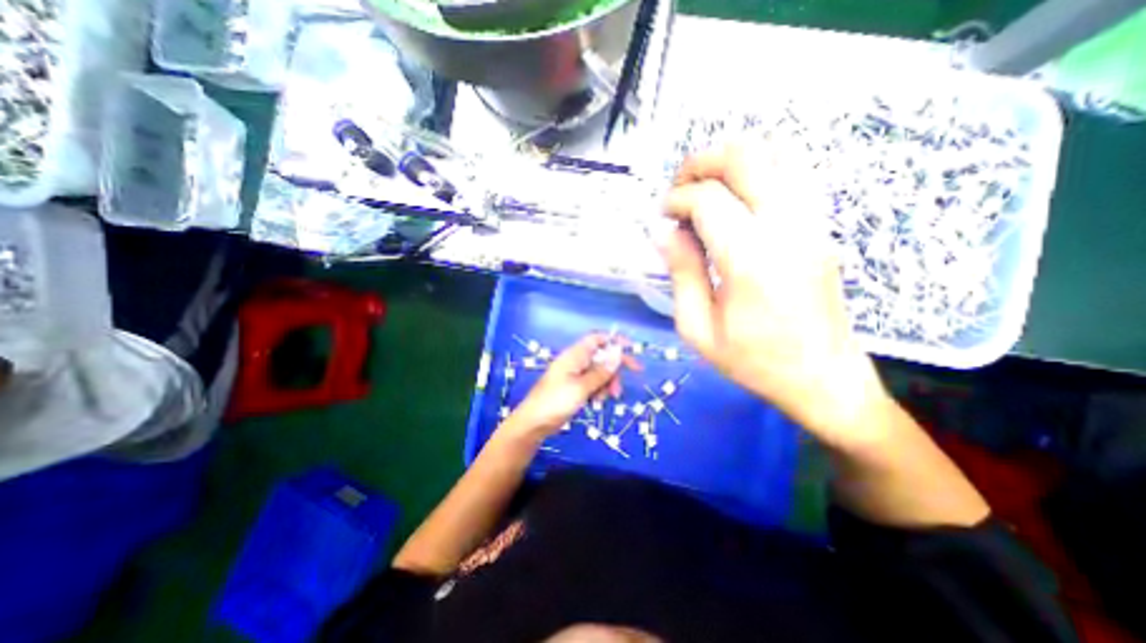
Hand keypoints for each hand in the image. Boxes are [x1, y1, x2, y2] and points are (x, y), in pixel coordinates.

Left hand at [503, 336, 639, 442]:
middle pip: (601, 358)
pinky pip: (592, 384)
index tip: (631, 349)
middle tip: (619, 389)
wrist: (534, 423)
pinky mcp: (574, 387)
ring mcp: (574, 375)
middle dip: (612, 371)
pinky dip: (597, 391)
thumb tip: (618, 355)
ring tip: (603, 399)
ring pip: (599, 373)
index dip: (614, 340)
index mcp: (575, 355)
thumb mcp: (581, 387)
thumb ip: (601, 372)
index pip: (597, 339)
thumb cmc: (555, 402)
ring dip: (606, 384)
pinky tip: (595, 403)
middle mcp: (576, 362)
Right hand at [659, 144, 888, 446]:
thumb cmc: (753, 361)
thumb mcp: (698, 329)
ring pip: (775, 152)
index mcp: (751, 260)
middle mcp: (787, 228)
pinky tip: (736, 196)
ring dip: (730, 160)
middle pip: (745, 157)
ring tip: (704, 187)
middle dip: (701, 163)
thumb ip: (681, 273)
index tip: (662, 217)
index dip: (676, 200)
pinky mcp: (821, 226)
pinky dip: (758, 168)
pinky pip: (793, 171)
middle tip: (679, 190)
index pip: (708, 200)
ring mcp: (812, 222)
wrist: (823, 378)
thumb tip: (664, 230)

◆ TASK TO COMPLETE ◆
In the listing above, how many lines include the string "index"? Reply with the number alone.

◆ FINISHED EXERCISE ◆
8